The Report Card on State Price Transparency Laws rates states on a series of metrics, all of which focus on whether the public is being provided with high-quality, accessible health care pricing information. The new report cites OregonHospitalGuide.org, where Oregon’s data is displayed in an easy-to-use, accessible and comparable manner as a key reason Oregon moved up the ranks this year. The Oregon Association of Hospitals and Health Systems created and maintains the website, and took state-produced price data and displayed it on that site, in an effort to increase transparency.
“Oregon hospitals are proud to have led the way towards this improved grade by both passing legislation to make price data public and also putting that data on OregonHospitalGuide.org for patients and the public to access,” said Andy Davidson, president and CEO of the Oregon Association of Hospitals and Health Systems. “Our ultimate goal was not to improve our grade, however, but to improve the quality and amount of information available to the public and our patients. When you combine this online pricing data with our commitment to giving patients a good-faith estimate within three business days, we feel that we are putting great tools in the hands of our community in a substantive way for the first time.”

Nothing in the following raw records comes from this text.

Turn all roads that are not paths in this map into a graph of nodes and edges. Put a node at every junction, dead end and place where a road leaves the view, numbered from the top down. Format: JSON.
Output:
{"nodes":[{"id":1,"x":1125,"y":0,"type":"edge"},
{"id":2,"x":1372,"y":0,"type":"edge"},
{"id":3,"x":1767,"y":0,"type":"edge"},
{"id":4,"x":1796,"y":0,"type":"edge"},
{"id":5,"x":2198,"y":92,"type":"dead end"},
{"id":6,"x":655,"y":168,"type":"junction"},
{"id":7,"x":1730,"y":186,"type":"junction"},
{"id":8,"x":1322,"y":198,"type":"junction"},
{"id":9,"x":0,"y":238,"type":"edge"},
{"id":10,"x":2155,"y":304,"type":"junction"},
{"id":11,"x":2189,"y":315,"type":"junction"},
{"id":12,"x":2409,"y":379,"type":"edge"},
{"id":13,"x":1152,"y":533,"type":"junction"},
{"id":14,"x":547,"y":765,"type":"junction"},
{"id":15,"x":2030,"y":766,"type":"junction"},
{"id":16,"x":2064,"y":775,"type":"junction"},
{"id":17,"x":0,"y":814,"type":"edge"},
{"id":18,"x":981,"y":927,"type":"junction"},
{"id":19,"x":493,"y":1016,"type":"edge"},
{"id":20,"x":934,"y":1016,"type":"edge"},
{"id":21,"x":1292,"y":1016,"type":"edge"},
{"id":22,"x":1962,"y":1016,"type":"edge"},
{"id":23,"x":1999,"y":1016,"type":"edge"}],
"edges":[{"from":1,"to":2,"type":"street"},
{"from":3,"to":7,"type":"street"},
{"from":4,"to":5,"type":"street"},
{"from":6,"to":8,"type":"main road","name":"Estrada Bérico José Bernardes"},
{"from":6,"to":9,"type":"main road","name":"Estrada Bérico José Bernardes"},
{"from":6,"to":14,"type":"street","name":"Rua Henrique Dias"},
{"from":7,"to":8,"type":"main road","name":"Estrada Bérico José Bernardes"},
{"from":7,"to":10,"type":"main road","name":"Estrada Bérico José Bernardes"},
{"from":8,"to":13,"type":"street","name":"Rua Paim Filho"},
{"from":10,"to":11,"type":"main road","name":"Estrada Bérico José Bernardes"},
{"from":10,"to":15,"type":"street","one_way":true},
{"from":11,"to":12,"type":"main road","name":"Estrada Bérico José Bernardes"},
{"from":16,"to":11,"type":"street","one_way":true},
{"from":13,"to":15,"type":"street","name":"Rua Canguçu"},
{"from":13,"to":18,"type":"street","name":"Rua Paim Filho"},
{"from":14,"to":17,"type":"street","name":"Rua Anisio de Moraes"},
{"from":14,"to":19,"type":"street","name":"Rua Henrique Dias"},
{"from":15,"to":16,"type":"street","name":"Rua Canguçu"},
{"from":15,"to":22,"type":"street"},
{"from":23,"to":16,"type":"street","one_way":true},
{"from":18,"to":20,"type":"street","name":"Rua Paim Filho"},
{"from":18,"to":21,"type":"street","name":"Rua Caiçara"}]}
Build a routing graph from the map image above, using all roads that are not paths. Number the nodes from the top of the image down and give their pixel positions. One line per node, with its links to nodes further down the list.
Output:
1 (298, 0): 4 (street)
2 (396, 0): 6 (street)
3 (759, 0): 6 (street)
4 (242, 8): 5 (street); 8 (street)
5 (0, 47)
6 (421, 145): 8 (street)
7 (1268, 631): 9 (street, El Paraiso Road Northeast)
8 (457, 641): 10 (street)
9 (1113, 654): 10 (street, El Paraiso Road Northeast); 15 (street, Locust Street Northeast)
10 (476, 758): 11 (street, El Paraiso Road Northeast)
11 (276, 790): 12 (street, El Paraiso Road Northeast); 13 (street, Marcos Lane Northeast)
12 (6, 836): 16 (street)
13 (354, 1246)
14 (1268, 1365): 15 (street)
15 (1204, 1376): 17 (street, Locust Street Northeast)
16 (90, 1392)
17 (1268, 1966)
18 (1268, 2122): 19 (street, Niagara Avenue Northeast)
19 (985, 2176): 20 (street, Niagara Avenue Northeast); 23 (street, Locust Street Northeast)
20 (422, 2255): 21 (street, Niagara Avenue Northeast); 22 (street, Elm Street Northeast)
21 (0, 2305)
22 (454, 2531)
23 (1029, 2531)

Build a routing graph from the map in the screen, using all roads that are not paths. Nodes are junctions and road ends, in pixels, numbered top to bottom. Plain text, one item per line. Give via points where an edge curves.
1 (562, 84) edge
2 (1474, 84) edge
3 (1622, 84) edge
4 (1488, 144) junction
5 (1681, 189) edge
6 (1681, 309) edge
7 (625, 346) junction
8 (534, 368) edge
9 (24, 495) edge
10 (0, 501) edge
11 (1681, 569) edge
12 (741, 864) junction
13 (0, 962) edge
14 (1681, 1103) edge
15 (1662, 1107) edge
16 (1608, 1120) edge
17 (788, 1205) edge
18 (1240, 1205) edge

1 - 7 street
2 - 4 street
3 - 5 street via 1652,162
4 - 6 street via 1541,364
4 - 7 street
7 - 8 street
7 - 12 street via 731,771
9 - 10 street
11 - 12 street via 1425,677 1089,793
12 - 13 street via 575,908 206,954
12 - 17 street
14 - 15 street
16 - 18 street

“Oregon is a model for how strong vision and leadership can help under-performing states move rapidly up the ratings,” said Suzanne Delbanco, executive director of Catalyst for Payment Reform. “We are pleased to see Oregon getting the recognition it deserves for providing crucial information to consumers who want spend their health care dollars wisely.”
“Oregon’s transparency law combines two elements that every state should emulate: collecting data in an all-payer claims database, and publishing it online,” said François de Brantes, executive director of HCI3. “Those were the keys to the state’s leap toward the top of the grade scale.”
“I’m gratified that the hard work we did in the 2015 Legislative Session on health care price transparency has paid off,” said Senator Laurie Monnes-Anderson, who was a lead sponsor of the bill which set the new round of transparency work in motion. “Patients around Oregon deserve access to quality pricing data. I’m proud that we’ve taken this huge step forward in this area and are being recognized on a national level. In the end, more health care information leads to better choices.”
“We tackled the tricky issue of health care pricing transparency head on in 2015 and I’m proud to know that our hard work did not go unnoticed,” said Representative John Lively, who also shepherded the bill through the legislature. “In a data-driven world, it was unacceptable to think that our state’s health care system could not provide good pricing data for patients to access. I applaud all those involved in this effort and look forward to sharing the new resources with my constituents.”
The report says that Oregon merits the “B” grade because it “collects data in an [All Payer All Claims] database, including paid amounts, and publishes the data on good website for consumers. Oregon can earn an even higher score if the state collects practitioner prices in addition to facility prices and does so for a greater number of services and procedures.
“Oregon hospitals are grateful to have had great partners in this effort–especially in the Legislature, where key members were both active and engaged on this,” added Andy Davidson. “We thank Senators Laurie Monnes-Anderson, Jeff Kruse, Alan Bates, Betsy Johnson, and Tim Knopp as well as Representatives Nancy Nathanson, John Lively, Cedric Hayden, John Davis, Bill Kennemer and Brian Clem. These legislators’ focus on health care transparency and their advocacy for the bill underlying this work is truly commendable and we look forward to working with them to move our state further along towards a truly transparent, safe and sustainable health care system. We also thank the Catalyst for Payment Reform and HCI3 for their guidance via their scorecard on how to achieve true health care transparency and thank them for their advocacy on this subject.”
Founded in 1934, the Oregon Association of Hospitals and Health Systems is a statewide, nonprofit association that works closely with local, state and national health care leaders, businesses, citizen coalitions, and other organizations to enhance and promote community health and to continue improving Oregon’s health care community.